1.2.2.3 Dans la fonction publique hospitalière, au contraire des autres versants, la filière soins très féminisée est mieux rémunérée que la filière ouvrière

[65] Cette exception est visible dans l’étude du CEE puisque le facteur de ségrégation professionnelle joue en faveur des femmes dans la FPH. A contrario, l’âge joue en défaveur des femmes – les femmes sont plus jeunes – de même que l’offre de travail ou la localisation des postes.

[66] Pour la catégorie C par exemple, la filière soins (agent.e.s de service hospitaliers qualifié.e.s ou ASHQ, aides-soignant.e.s ou AS) bénéficie de la même grille que la filière ouvrière (agent.e.s d’entretien qualifié.e.s ou AEQ, ouvrier.e.s qualifié.e.s ou OPQ et maître.sse.s ouvrier.e.s – maitre.sse.s ouvrier.e.s principaux.ales MO et MOP). L’amplitude de la grille est la même, les agent.e.s commencent au même niveau et peuvent finir au même niveau :

Schéma 2 : Les carrières des agent.e.s des filières soin et ouvrière de catégorie C de la fonction publique hospitalière

Filière soins

Filière technique

Source : Mission

[67] Le niveau de rémunération globale, incluant la rémunération de base correspondant à l’indice et les primes, est même plus favorable, lorsqu’on le rapporte à un temps plein, pour la filière soins qui bénéficie de plus de primes, liées notamment aux contraintes supérieures de ces métiers (travail de nuit, horaires variables…), sauf pour le grade de maître.sse ouvrier.e principal.e :

Tableau 2 : Répartition du volume de travail et des effectifs physiques par sexe dans la fonction publique hospitalière et salaire mensuel net moyen en équivalent temps plein

[68] Cependant, le déroulement de carrière est plus contraignant pour la filière soins :

[69] – le passage du corps d’agent.e des services hospitaliers à celui d’aide-soignant.e nécessite de passer par une sélection professionnelle ou un concours sur titre et de suivre ensuite une formation d’une durée de 10 mois, parfois dans un institut relativement éloigné du domicile ; [70] – a contrario, dans la maîtrise ouvrière, un.e agent.e peut gravir les étapes de carrière par inscription sur liste d’aptitude, sans suivre de formation ou passer de concours.

[71] Pour autant, la fluidité des carrières n’est pas nécessairement plus grande : en effet, les promotions « au choix » sont régies par des ratios de promus/promouvables peu élevés et les métiers de la filière ouvrière sont directement impactés par les mutualisations voire les externalisations de services. Seule une étude poussée permettrait de déterminer si la probabilité pour un.e agent.e des services hospitaliers de devenir aide-soignant.e est supérieure à celle qu’a un.e agent.e qualifié.e de devenir maître.sse ouvrier.e.
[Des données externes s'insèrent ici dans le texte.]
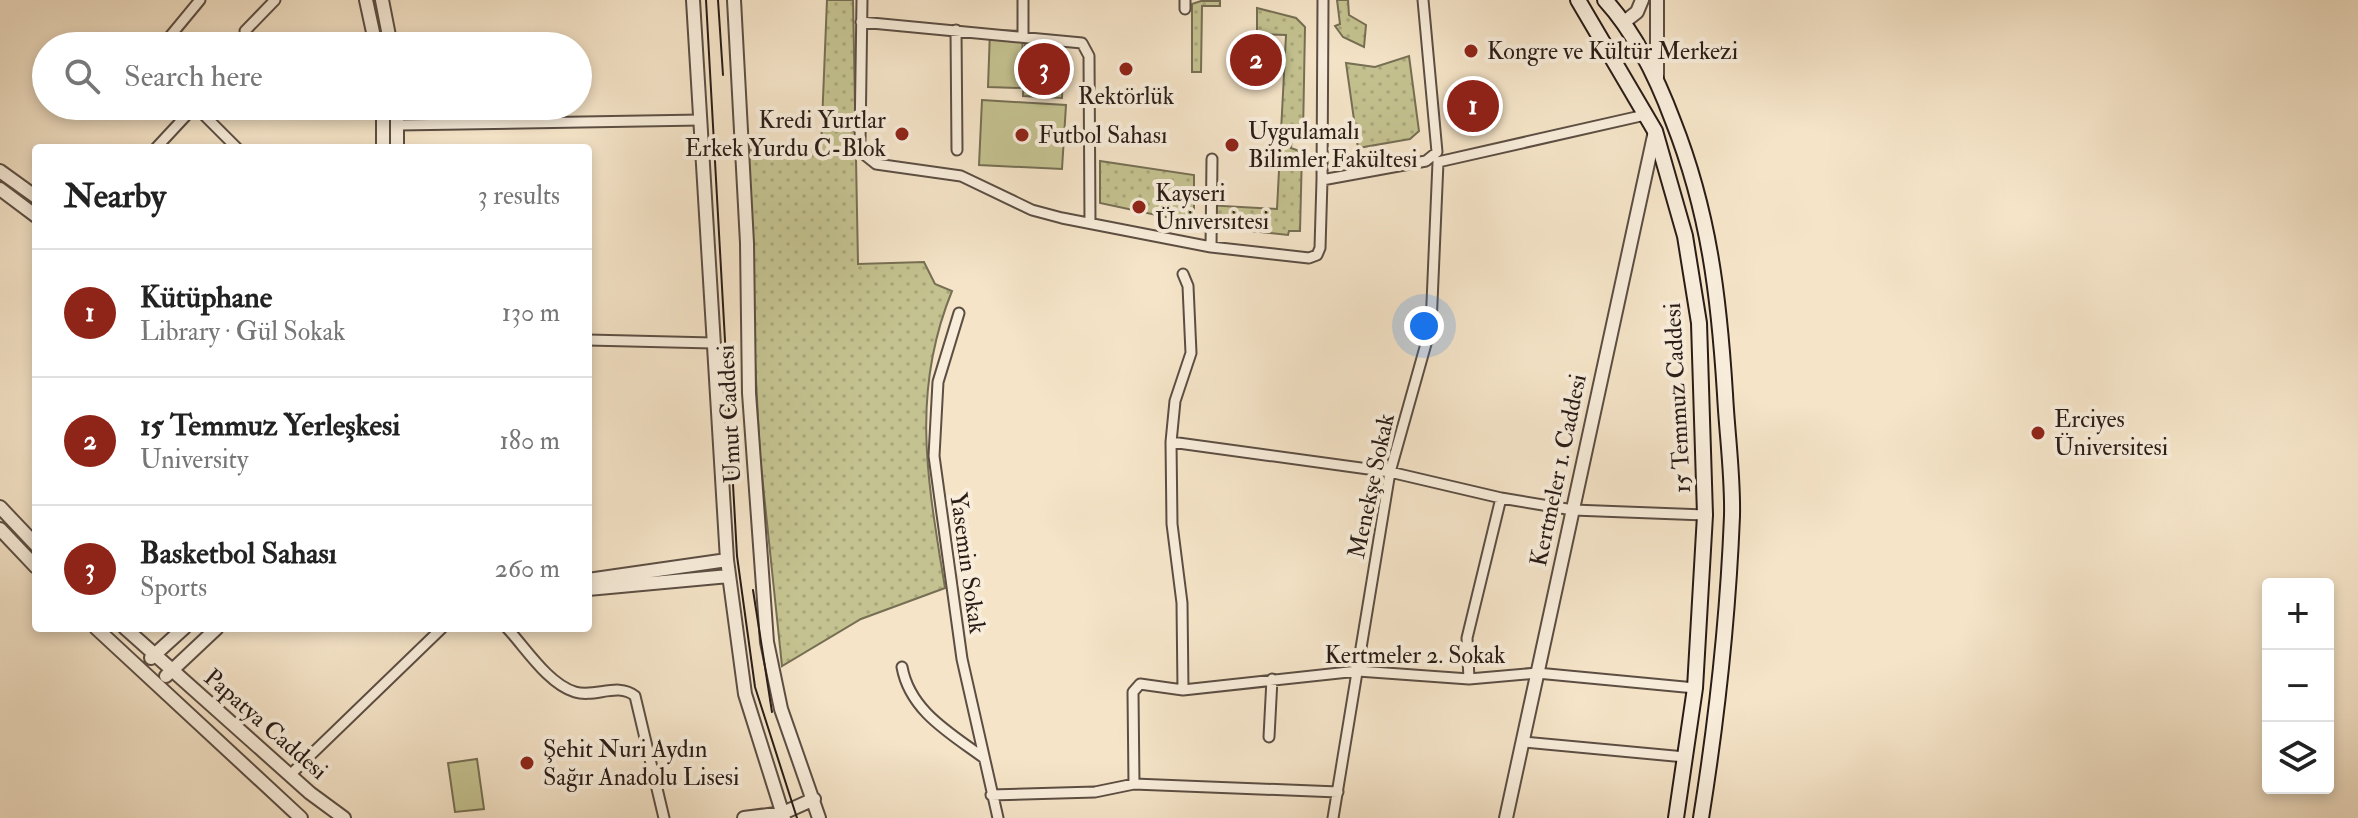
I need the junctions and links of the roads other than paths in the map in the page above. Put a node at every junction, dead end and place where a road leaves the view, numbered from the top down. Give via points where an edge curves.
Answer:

Recommandation n°3 : Revaloriser en priorité financièrement les métiers et spécialités féminisés sous-valorisés à niveau de missions et contraintes égales. Pour les filières techniques et ouvrières plus masculinisées, porter l’effort sur l’amélioration des perspectives de carrières (accès à la formation continue, passerelles entre métiers…).

Recommandation n°4 : Envisager la création de corps inter-versants de la fonction publique pour atténuer l’effet des filières tout en favorisant la mobilité entre versants (ex : attaché.e.s).